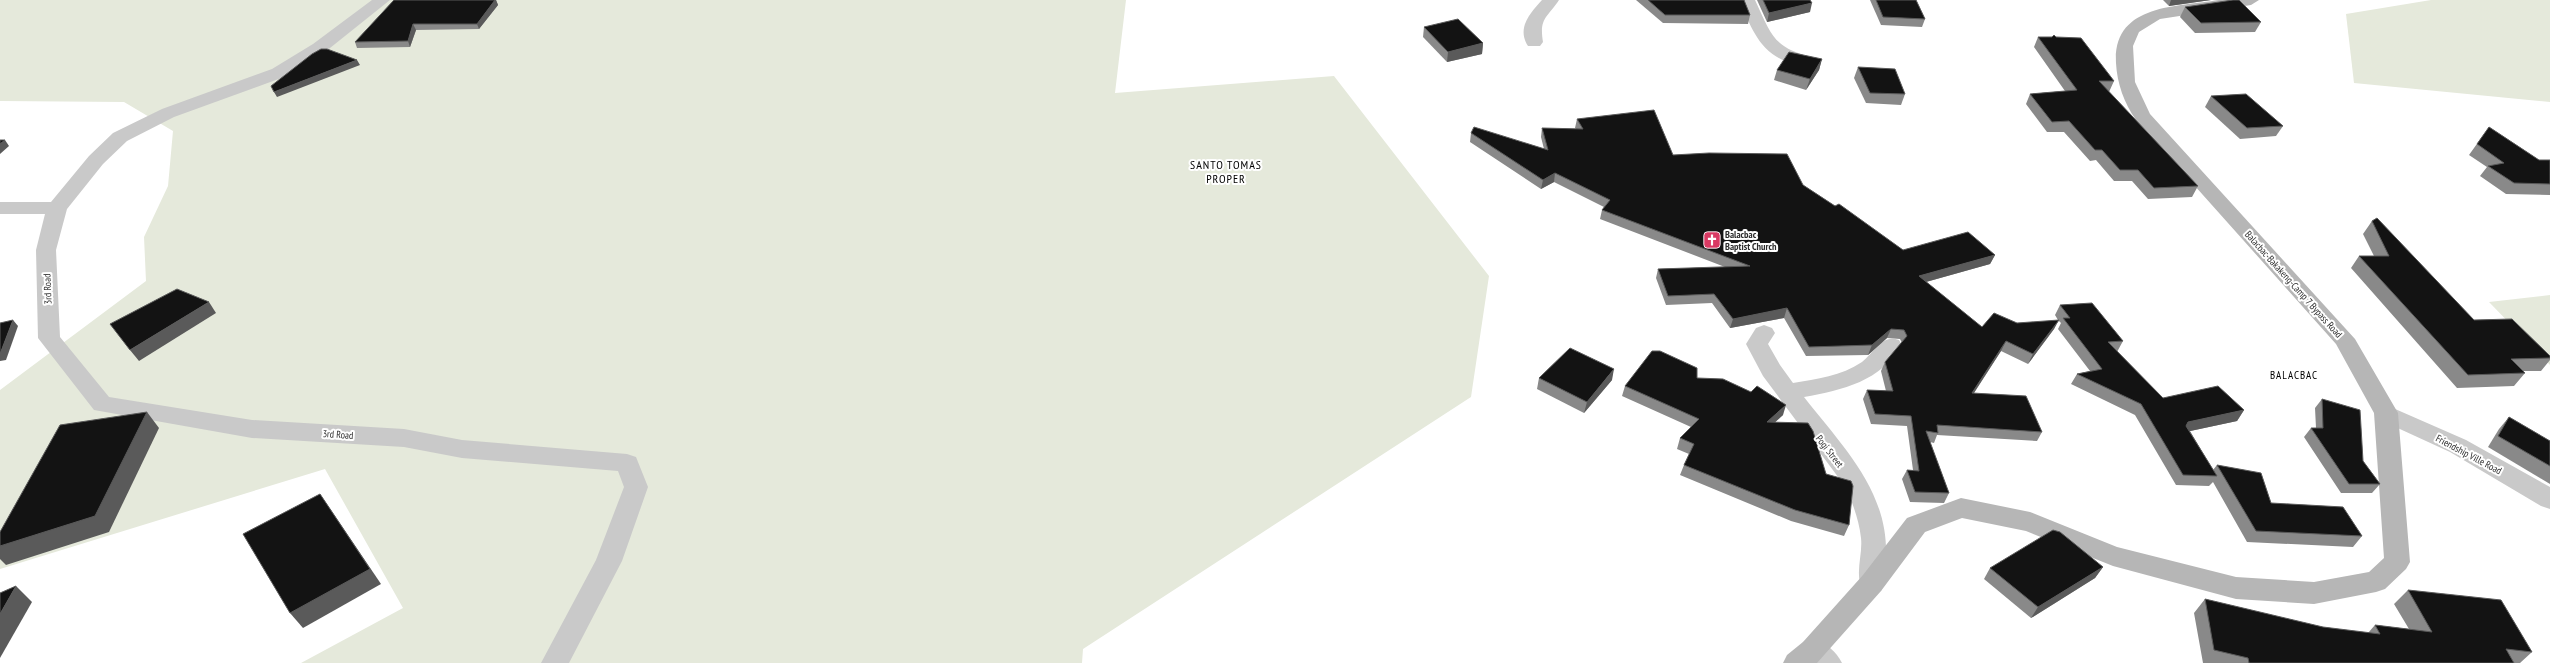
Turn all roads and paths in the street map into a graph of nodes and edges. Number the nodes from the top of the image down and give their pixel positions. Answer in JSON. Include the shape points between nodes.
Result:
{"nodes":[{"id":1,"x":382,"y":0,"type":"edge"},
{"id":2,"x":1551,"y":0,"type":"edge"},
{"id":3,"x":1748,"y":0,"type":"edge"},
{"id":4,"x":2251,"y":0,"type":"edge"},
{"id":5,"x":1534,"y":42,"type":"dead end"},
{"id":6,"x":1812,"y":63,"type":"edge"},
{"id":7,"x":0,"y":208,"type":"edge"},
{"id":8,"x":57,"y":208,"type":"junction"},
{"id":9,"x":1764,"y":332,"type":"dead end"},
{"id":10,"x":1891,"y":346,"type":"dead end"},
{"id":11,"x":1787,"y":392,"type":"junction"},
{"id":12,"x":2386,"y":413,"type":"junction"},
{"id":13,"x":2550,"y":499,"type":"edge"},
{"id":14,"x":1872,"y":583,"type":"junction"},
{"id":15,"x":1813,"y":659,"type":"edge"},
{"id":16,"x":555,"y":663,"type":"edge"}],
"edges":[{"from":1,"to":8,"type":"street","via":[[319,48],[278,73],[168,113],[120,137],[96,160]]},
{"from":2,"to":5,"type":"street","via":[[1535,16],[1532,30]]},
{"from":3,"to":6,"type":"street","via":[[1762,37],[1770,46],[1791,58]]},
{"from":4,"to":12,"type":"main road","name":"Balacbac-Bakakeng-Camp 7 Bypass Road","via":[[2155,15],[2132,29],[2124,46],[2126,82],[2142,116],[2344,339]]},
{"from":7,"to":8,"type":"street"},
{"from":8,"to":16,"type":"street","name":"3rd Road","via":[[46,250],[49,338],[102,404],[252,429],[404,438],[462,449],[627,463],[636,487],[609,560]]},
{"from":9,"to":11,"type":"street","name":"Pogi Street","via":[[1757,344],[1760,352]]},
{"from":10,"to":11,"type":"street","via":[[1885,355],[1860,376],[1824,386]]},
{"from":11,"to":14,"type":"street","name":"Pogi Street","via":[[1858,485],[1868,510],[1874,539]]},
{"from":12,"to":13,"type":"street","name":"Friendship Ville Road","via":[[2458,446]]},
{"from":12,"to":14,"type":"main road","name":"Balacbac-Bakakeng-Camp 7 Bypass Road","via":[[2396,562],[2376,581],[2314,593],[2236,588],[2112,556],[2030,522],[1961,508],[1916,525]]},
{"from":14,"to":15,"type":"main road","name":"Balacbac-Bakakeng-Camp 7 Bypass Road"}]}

^^^^

### Goal of the exercise
What lines of the data include the word "nodes"? Copy each of them.

### Answer section
Turn all roads and paths in the street map into a graph of nodes and edges. Number the nodes from the top of the image down and give their pixel positions. Answer in JSON. Include the shape points between nodes.
{"nodes":[{"id":1,"x":382,"y":0,"type":"edge"},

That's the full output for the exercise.